Des chercheurs français ont utilisé deux tests pour dépister les AcNN qui échappent au test de Bethesda. Un test était conçu pour déterminer la réactivité des AcNN à la chaîne lourde et à la chaîne légère du FVIII. Le deuxième test était conçu pour déterminer la réactivité des AcNN au domaine B du FVIII. Parmi les 187 patients hémophiles A (133 atteints d’une forme sévère d’hémophilie et 31, d’une forme modérée) chez qui on a prélevé des échantillons, environ les deux tiers avaient reçu du rFVIII et l’autre tiers, du FVIII d’origine plasmatique. Le test de Bethesda – dont le seuil était de 0,6 UB/mL – était négatif pour tous les échantillons.

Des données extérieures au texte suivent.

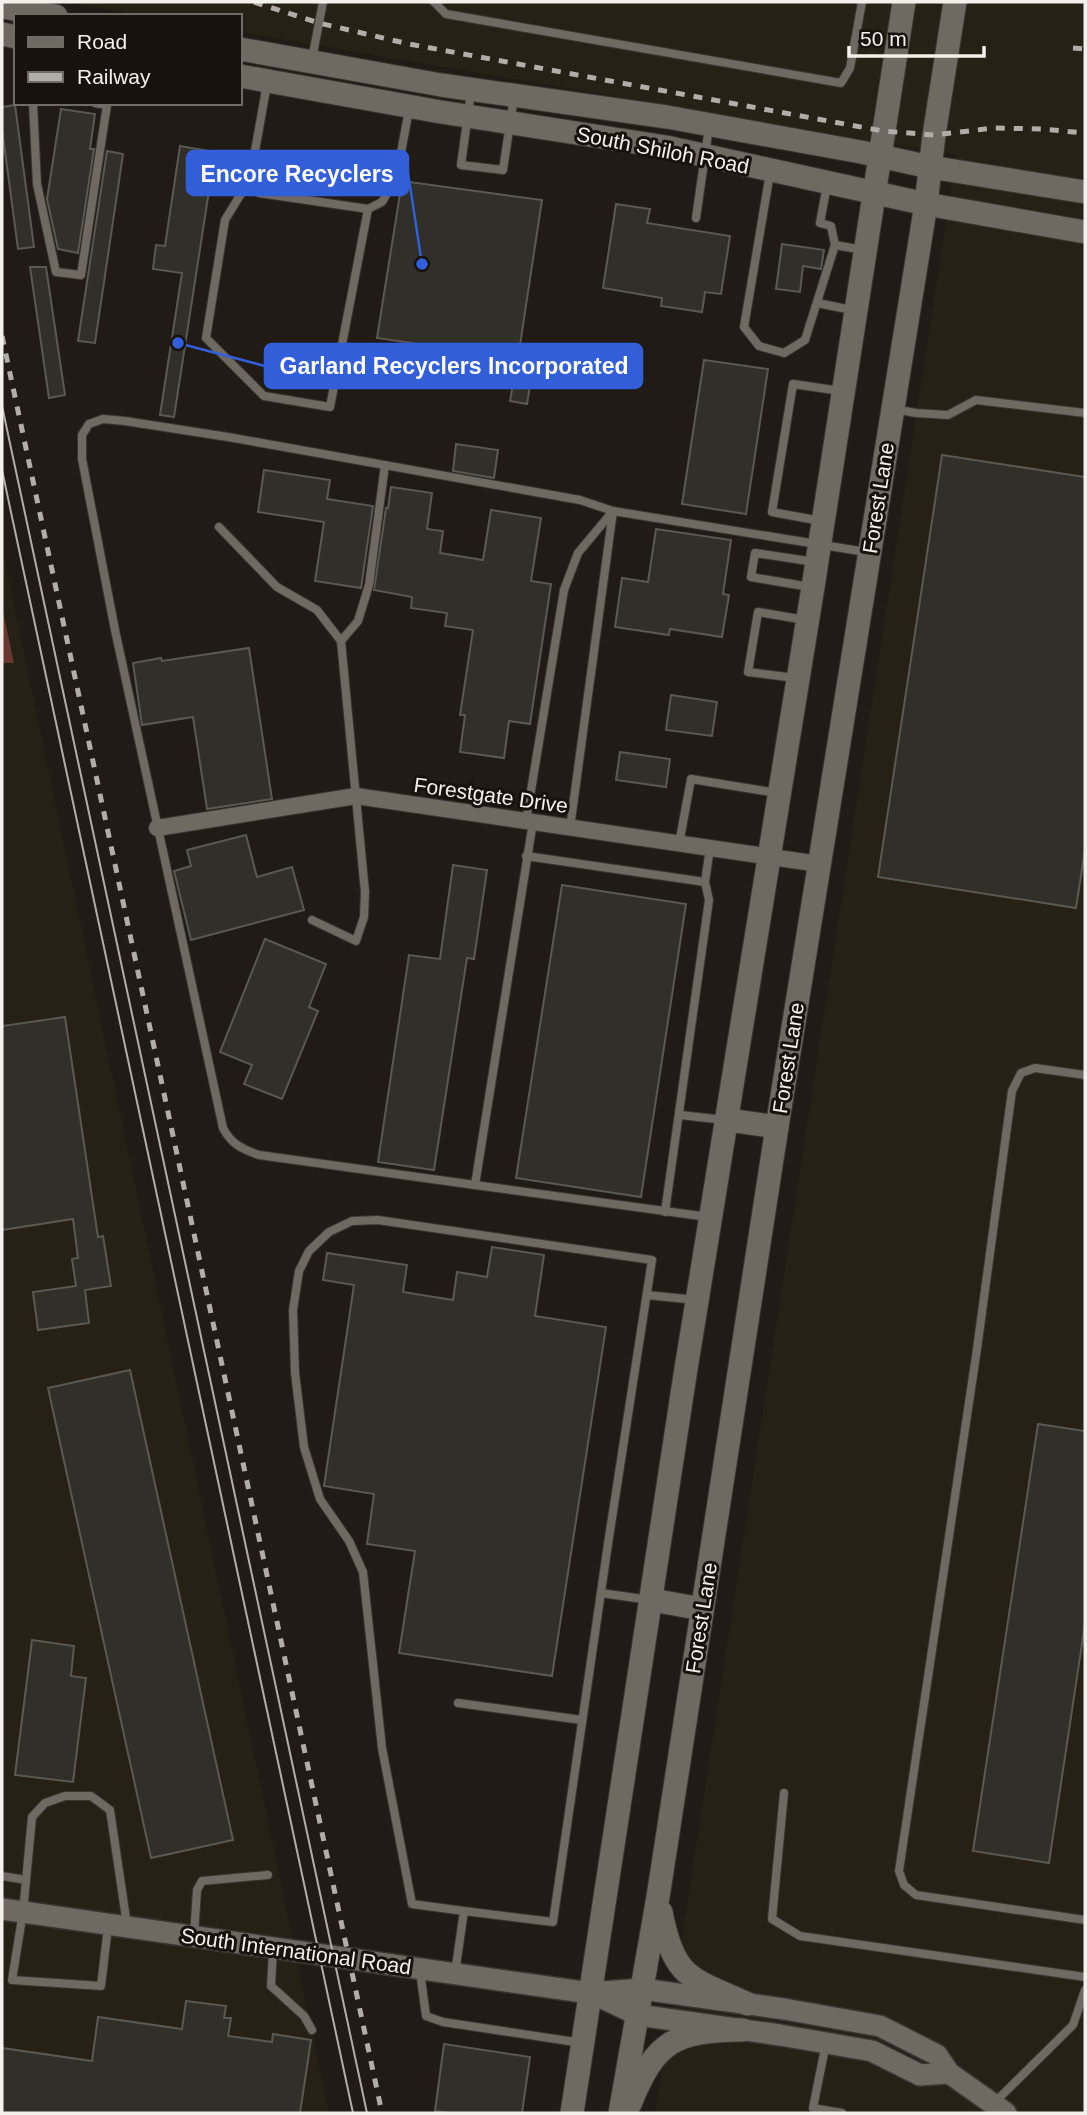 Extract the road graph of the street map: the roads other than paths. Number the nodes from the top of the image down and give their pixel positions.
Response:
1 (323, 2) edge
2 (434, 2) edge
3 (862, 2) edge
4 (904, 2) edge
5 (955, 2) edge
6 (2, 7) edge
7 (43, 14) edge
8 (242, 49) edge
9 (312, 62) junction
10 (242, 76) edge
11 (268, 81) junction
12 (471, 89) junction
13 (514, 95) junction
14 (33, 105) edge
15 (107, 105) edge
16 (410, 107) junction
17 (467, 116) junction
18 (510, 123) junction
19 (710, 124) junction
20 (880, 155) junction
21 (705, 156) junction
22 (930, 167) junction
23 (770, 170) junction
24 (250, 179) junction
25 (828, 183) junction
26 (1085, 192) edge
27 (876, 194) junction
28 (926, 204) junction
29 (368, 209) junction
30 (696, 218) dead end
31 (1085, 232) edge
32 (835, 245) junction
33 (867, 250) junction
34 (817, 303) junction
35 (857, 311) junction
36 (844, 392) junction
37 (892, 408) junction
38 (1085, 413) edge
39 (385, 465) junction
40 (613, 511) junction
41 (824, 521) junction
42 (219, 527) dead end
43 (869, 552) junction
44 (818, 554) junction
45 (813, 587) junction
46 (808, 620) junction
47 (341, 641) junction
48 (799, 679) junction
49 (780, 793) junction
50 (356, 796) junction
51 (529, 822) junction
52 (157, 828) junction
53 (570, 828) junction
54 (679, 844) junction
55 (710, 848) junction
56 (526, 856) junction
57 (769, 857) junction
58 (819, 864) junction
59 (705, 882) junction
60 (312, 920) dead end
61 (1085, 1075) edge
62 (680, 1115) junction
63 (728, 1120) junction
64 (777, 1127) junction
65 (475, 1185) junction
66 (665, 1212) junction
67 (711, 1218) junction
68 (647, 1295) junction
69 (697, 1300) junction
70 (601, 1593) junction
71 (652, 1600) junction
72 (702, 1609) junction
73 (458, 1703) dead end
74 (582, 1720) junction
75 (784, 1793) dead end
76 (268, 1875) dead end
77 (2, 1876) edge
78 (26, 1880) junction
79 (659, 1897) junction
80 (2, 1909) edge
81 (464, 1910) junction
82 (23, 1912) junction
83 (1085, 1920) edge
84 (118, 1925) junction
85 (194, 1936) junction
86 (273, 1947) junction
87 (419, 1968) junction
88 (455, 1973) junction
89 (1085, 1977) edge
90 (12, 1980) junction
91 (2, 1985) edge
92 (642, 1989) junction
93 (1085, 1990) edge
94 (590, 1993) junction
95 (748, 2004) junction
96 (638, 2015) junction
97 (312, 2030) dead end
98 (743, 2030) junction
99 (583, 2043) junction
100 (826, 2043) junction
101 (949, 2073) junction
102 (1000, 2108) edge
103 (813, 2110) edge
104 (572, 2113) edge
105 (620, 2113) edge
106 (626, 2113) edge
107 (842, 2113) edge

1 - 9 lane
2 - 3 lane
4 - 20 main road
5 - 22 main road, Forest Lane
6 - 7 main road
8 - 9 main road, South Shiloh Road
9 - 12 main road, South Shiloh Road
10 - 11 main road, South Shiloh Road
11 - 16 main road, South Shiloh Road
11 - 24 lane
12 - 13 main road, South Shiloh Road
12 - 17 lane
13 - 18 lane
13 - 19 main road, South Shiloh Road
14 - 15 lane
16 - 17 main road, South Shiloh Road
16 - 29 lane
17 - 18 main road, South Shiloh Road
17 - 18 lane
18 - 21 main road, South Shiloh Road
19 - 20 main road, South Shiloh Road
19 - 21 lane
20 - 22 main road, South Shiloh Road
20 - 27 main road
21 - 23 main road, South Shiloh Road
21 - 30 lane
22 - 26 main road, South Shiloh Road
22 - 28 main road, Forest Lane
23 - 25 main road, South Shiloh Road
23 - 34 lane
24 - 29 lane
24 - 29 lane
25 - 27 main road, South Shiloh Road
25 - 32 lane
27 - 28 main road, South Shiloh Road
27 - 33 main road
28 - 31 main road, South Shiloh Road
28 - 37 main road, Forest Lane
32 - 33 lane
32 - 34 lane
33 - 35 main road
34 - 35 lane
35 - 36 main road
36 - 41 main road
36 - 41 lane
37 - 38 lane
37 - 43 main road, Forest Lane
39 - 40 lane
39 - 47 lane
39 - 52 lane
40 - 44 lane
40 - 51 lane
40 - 53 lane
41 - 44 main road
42 - 47 lane
43 - 44 lane
43 - 58 main road, Forest Lane
44 - 45 main road
44 - 45 lane
45 - 46 main road
46 - 48 main road
46 - 48 lane
47 - 50 lane
48 - 49 main road
49 - 54 lane
49 - 57 main road
50 - 51 street, Forestgate Drive
50 - 52 street, Forestgate Drive
50 - 60 lane
51 - 53 street, Forestgate Drive
51 - 56 lane
52 - 65 lane
53 - 54 street, Forestgate Drive
54 - 55 street, Forestgate Drive
55 - 57 street, Forestgate Drive
55 - 59 lane
56 - 59 lane
56 - 65 lane
57 - 58 street, Forestgate Drive
57 - 63 main road
58 - 64 main road, Forest Lane
59 - 62 lane
61 - 83 lane
62 - 63 lane
62 - 66 lane
63 - 64 main road
63 - 67 main road
64 - 72 main road, Forest Lane
65 - 66 lane
66 - 67 lane
67 - 69 main road
68 - 69 lane
68 - 70 lane
68 - 81 lane
69 - 71 main road
70 - 71 lane
70 - 74 lane
71 - 72 main road
71 - 94 main road
72 - 79 main road, Forest Lane
73 - 74 lane
74 - 81 lane
75 - 89 lane
76 - 85 lane
77 - 78 lane
78 - 82 lane
78 - 84 lane
79 - 92 main road, Forest Lane
79 - 95 main road
80 - 82 street, South International Road
81 - 88 lane
82 - 84 street, South International Road
82 - 90 lane
84 - 85 street, South International Road
84 - 90 lane
85 - 86 street, South International Road
86 - 87 street, South International Road
86 - 97 lane
87 - 88 street, South International Road
87 - 99 lane
88 - 94 street, South International Road
90 - 91 lane
92 - 94 street, South International Road
92 - 95 street, South International Road
92 - 96 main road, Forest Lane
93 - 102 lane
94 - 96 street, South International Road
94 - 99 main road
95 - 101 street, South International Road
96 - 98 street, South International Road
96 - 105 main road, Forest Lane
98 - 100 street, South International Road
98 - 106 main road
99 - 104 main road
100 - 101 street, South International Road
100 - 103 lane
101 - 102 street, South International Road
103 - 107 lane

«La prévalence des AcNN dans cette série était de 24 %», rapporte le Dr Aurélien Lebreton, Laboratoire Sysdiag, Montpellier, France. Bien que la majorité des AcNN aient été dirigés contre la chaîne lourde du FVIII, 9 % des AcNN étaient dirigés contre le domaine B. Comme les chercheurs canadiens, le Dr Lebreton a émis l’hypothèse voulant que ces AcNN puissent influer sur les paramètres pharmacocinétiques des préparations de rFVIII, mais des études prospectives s’imposent.

«Chez les hémophiles, la pertinence des AcNN demeure controversée. Ces anticorps pourraient toutefois former des complexes immuns avec le FVIII et être responsables d’une clairance accrue du FVIII et, par conséquent, d’une demi-vie plus courte, poursuit le Dr Lebreton. Des études prospectives pourraient faire ressortir une différence selon le type de traitement.»

Résumé

L’apparition d’anticorps dirigés contre le FVIII est l’une des complications les plus graves du traitement de l’hémophilie A. Si les anticorps inhibiteurs neutralisent l’activité procoagulante du FVIII, rendant ainsi les préparations de rFVIII inefficaces, les AcNN, qui échappent au test de Bethesda, pourraient aussi revêtir un intérêt clinique. Plusieurs groupes de chercheurs se penchent actuellement sur de nouvelles méthodes plus sensibles de détection des anticorps, ce qui pourrait nous éclairer davantage quant aux faiblesses relatives des traitements actuels.